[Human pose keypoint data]
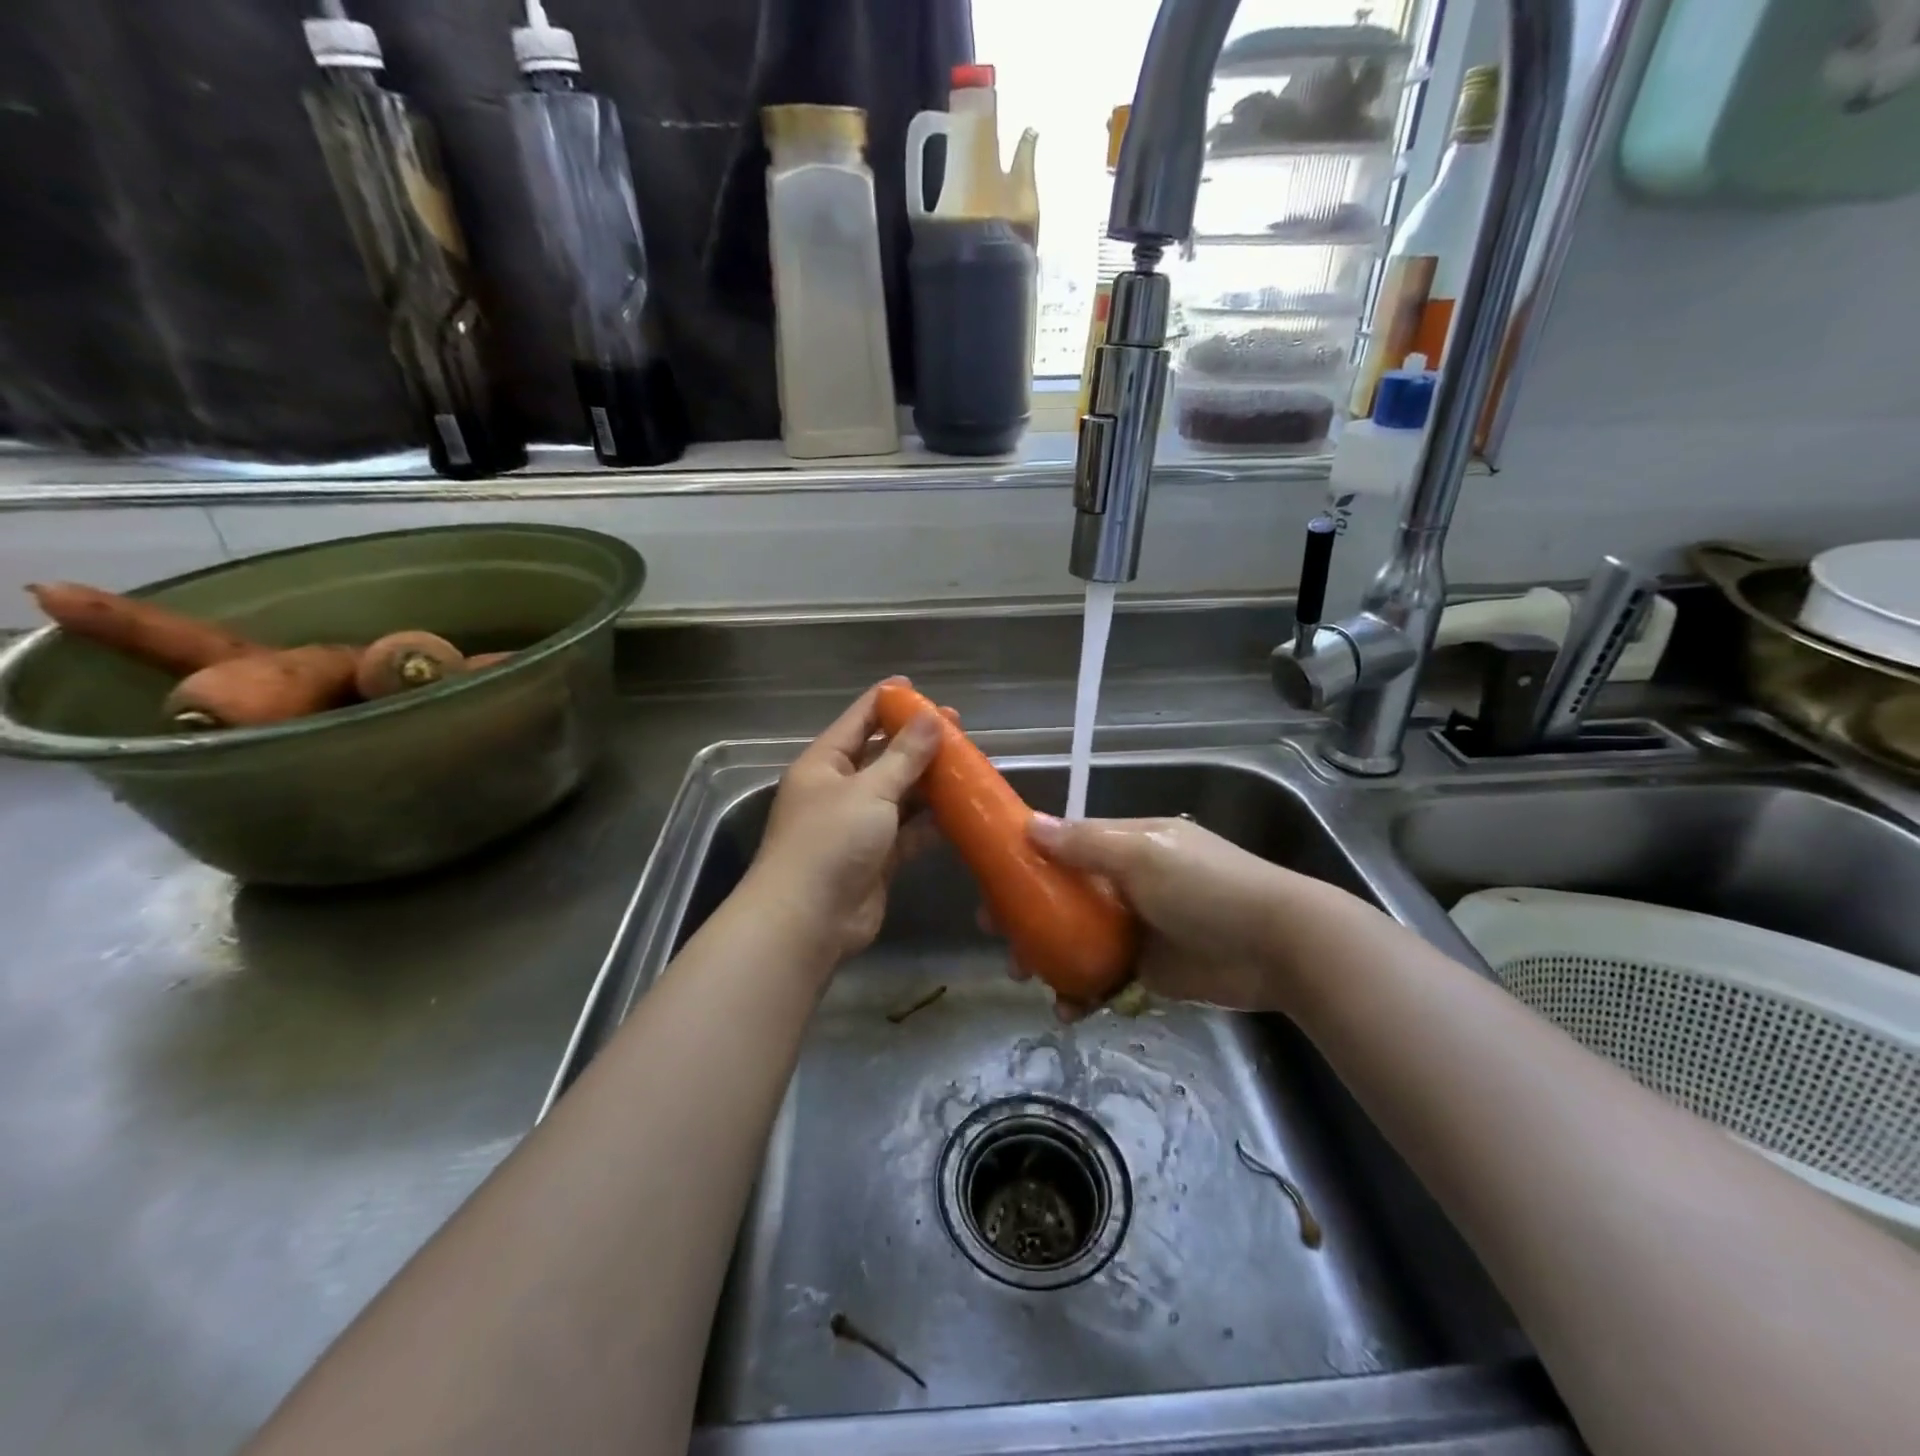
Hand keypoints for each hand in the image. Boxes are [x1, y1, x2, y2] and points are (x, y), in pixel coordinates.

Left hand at [743, 682, 944, 963]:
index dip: (888, 701)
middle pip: (883, 755)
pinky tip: (962, 809)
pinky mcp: (878, 857)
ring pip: (900, 794)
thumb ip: (904, 755)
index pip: (858, 719)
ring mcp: (858, 825)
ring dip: (930, 782)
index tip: (920, 688)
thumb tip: (932, 717)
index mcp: (825, 764)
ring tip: (969, 764)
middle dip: (918, 743)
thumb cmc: (831, 842)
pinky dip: (932, 820)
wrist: (808, 921)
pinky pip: (909, 830)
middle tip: (958, 728)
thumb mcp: (870, 790)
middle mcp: (840, 789)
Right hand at [1005, 814, 1308, 1018]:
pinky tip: (1067, 1009)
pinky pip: (1102, 979)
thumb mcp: (1143, 854)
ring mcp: (1137, 929)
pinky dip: (1081, 993)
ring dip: (1047, 957)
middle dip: (1028, 915)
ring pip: (1077, 941)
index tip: (993, 879)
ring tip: (1024, 976)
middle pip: (1064, 897)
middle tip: (997, 937)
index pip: (1067, 846)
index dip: (1028, 860)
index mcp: (1127, 846)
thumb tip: (1029, 824)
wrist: (1277, 946)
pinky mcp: (1148, 970)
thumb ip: (1085, 842)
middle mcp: (1127, 884)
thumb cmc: (1207, 888)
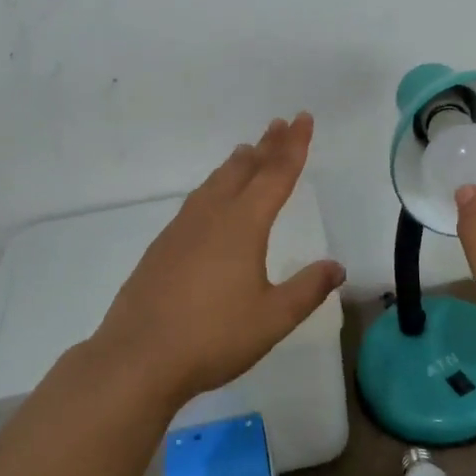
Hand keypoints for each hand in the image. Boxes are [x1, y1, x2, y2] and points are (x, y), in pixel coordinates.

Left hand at [92, 112, 345, 408]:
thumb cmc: (213, 337)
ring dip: (237, 163)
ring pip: (216, 182)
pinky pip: (197, 200)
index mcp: (243, 224)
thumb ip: (307, 289)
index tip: (303, 119)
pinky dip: (215, 186)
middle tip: (281, 124)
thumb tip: (337, 267)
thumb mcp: (272, 318)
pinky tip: (211, 199)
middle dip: (267, 145)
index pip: (276, 174)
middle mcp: (213, 215)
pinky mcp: (163, 246)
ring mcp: (182, 229)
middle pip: (245, 169)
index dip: (294, 146)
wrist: (138, 357)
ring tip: (247, 150)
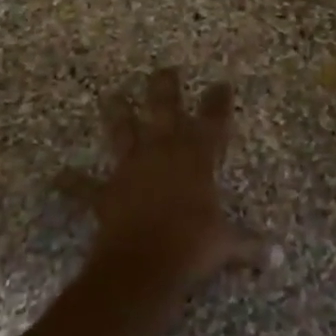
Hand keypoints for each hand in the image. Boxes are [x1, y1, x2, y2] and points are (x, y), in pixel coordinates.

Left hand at [58, 69, 274, 290]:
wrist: (144, 265)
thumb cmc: (192, 247)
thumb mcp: (227, 245)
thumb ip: (251, 246)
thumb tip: (279, 258)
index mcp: (196, 157)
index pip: (213, 120)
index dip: (218, 101)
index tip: (221, 83)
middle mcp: (163, 152)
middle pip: (164, 108)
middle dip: (165, 87)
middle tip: (164, 69)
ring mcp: (131, 168)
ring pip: (123, 131)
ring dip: (117, 113)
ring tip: (111, 95)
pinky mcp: (106, 192)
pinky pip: (84, 187)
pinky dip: (70, 183)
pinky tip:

**Your instructions**: Among the lines above, the one with "pinky pip: (1102, 979)" opens the part to repeat and the one with "thumb cmc: (213, 337)" closes it; repeat only that part exactly, with no pictures.

**Completed task**:
pinky pip: (1102, 979)
thumb mcp: (1143, 854)
ring mcp: (1137, 929)
pinky dip: (1081, 993)
ring dip: (1047, 957)
middle dip: (1028, 915)
ring pip: (1077, 941)
index tip: (993, 879)
ring tip: (1024, 976)
middle pip: (1064, 897)
middle tip: (997, 937)
index pip: (1067, 846)
index dip: (1028, 860)
index mcp: (1127, 846)
thumb tip: (1029, 824)
wrist: (1277, 946)
pinky mcp: (1148, 970)
thumb ip: (1085, 842)
middle mcp: (1127, 884)
thumb cmc: (1207, 888)
Hand keypoints for each hand in the image. Boxes are [x1, y1, x2, y2] and points are (x, y), in pixel coordinates.

Left hand at [92, 112, 345, 408]:
thumb cmc: (213, 337)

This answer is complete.